Run Import Operation from the Command Line
Import from the UI is good for relatively small amount of data (up to 1000 entities), but if you need to import thousands
or millions of entities the command line is your best choice. OroPlatform provides the CLI command oro:import:file
that allows to import records from the specified CSV file.
$ php bin/console oro:import:file --help
Usage:
oro:import:file [options] [--] <file>
oro:import:file --email=<email> --jobName=<job> --processor=<processor> <file>
oro:import:file --validation --email=<email> --jobName=<job> --processor=<processor> <file>
Arguments:
file CSV file name
Options:
--jobName=JOBNAME Import job name
--processor=PROCESSOR Import processor name
--validation Only validate data instead of import
--email=EMAIL Email to send the import log to
Here is a small example of its usage:
$ php bin/console oro:import:file --email=test@test.com ~/Contact_2000.csv
Choose Processor:
[0] oro_contact.add_or_replace
[1] oro_contact.add
> 0
Choose Job:
[0] entity_import_from_csv
[1] category_import_from_csv
> 0
Scheduled successfully. The result will be sent to the email
Perform Import in the Prod Environment
The default environment for CLI is dev. In dev environment the application stores lots of data generally not required for real-life usage.
Therefore, it is recommended to run import in prod environment so it would finish much faster. To do so you should add
the --env=prod
option to your import command:
$ php bin/console oro:import:file --email=test@test.com ~/Contact_2000.csv --env=prod
Skip Import File Validation
During regular import operation, the validation process is performed twice: first, during the validation itself and then
before saving imported entities (invalid entities will not be saved to the DB). Initial validation can be skipped and
import can be performed without it. To do so, start the import command in no interaction mode with the --no-interaction
option:
$ php bin/console oro:import:file ~/Contact_2000.csv --email=test@test.com --processor=oro_contact.add --jobName=entity_import_from_csv --no-interaction
Scheduled successfully. The result will be sent to the email
Hint
This trick can be very useful if you need to perform import on regular basis (e.g. by cron using external source).

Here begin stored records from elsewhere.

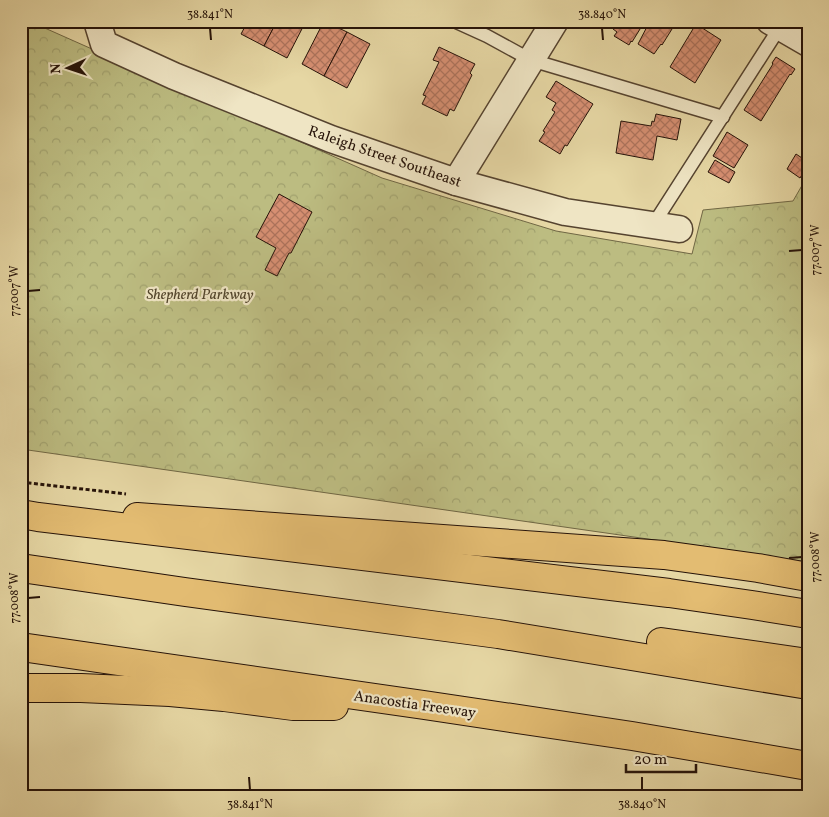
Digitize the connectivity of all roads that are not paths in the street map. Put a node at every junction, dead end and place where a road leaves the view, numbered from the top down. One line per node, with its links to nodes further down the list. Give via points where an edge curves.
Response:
1 (454, 21): 6 (lane)
2 (555, 21): 6 (street)
3 (775, 24): 5 (street); 7 (lane)
4 (100, 33): 8 (street, Raleigh Street Southeast, via 174,76 332,139)
5 (808, 43)
6 (531, 60): 7 (lane); 8 (street)
7 (723, 117): 9 (lane)
8 (456, 182): 9 (street, Raleigh Street Southeast, via 565,212)
9 (653, 225): 10 (street, Raleigh Street Southeast)
10 (679, 228)
11 (21, 505): 14 (main road, via 157,518 648,553)
12 (21, 514): 15 (main road, via 669,593)
13 (21, 568): 16 (main road)
14 (808, 577)
15 (808, 614)
16 (498, 634): 18 (main road, via 620,636); 19 (main road)
17 (21, 648): 21 (main road, Anacostia Freeway)
18 (808, 663)
19 (808, 685)
20 (21, 688): 21 (main road, via 170,692 293,706)
21 (424, 705): 22 (main road, Anacostia Freeway)
22 (808, 766)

Disable Optional Listeners
With OroPlatform you can disable some event listeners for the command execution. The oro:platform:optional-listeners
command shows the list of all such listeners:
$ bin/console oro:platform:optional-listeners
List of optional doctrine listeners:
> oro_dataaudit.listener.send_changed_entities_to_message_queue
> oro_notification.docrine.event.listener
> oro_search.index_listener
> oro_workflow.listener.event_trigger_collector
To disable these listeners the --disabled-listeners
option can be used. Also this option can receive value “all” -
it will disable all optional listeners. Here is an example:
$ bin/console oro:import:file ~/Contact_2000.csv --email=test@test.com --disabled-listeners=all
Caution
Remember that disabling listeners actually disables part of the backend functionality, so before using it
make sure this part is not required. E.g., if the oro_search.index_listener
listener is disabled, then
imported entities will not be found by the search engine (however, this may be fixed by manual search reindex
using the oro:search:reindex
command, which rebuilds the search index).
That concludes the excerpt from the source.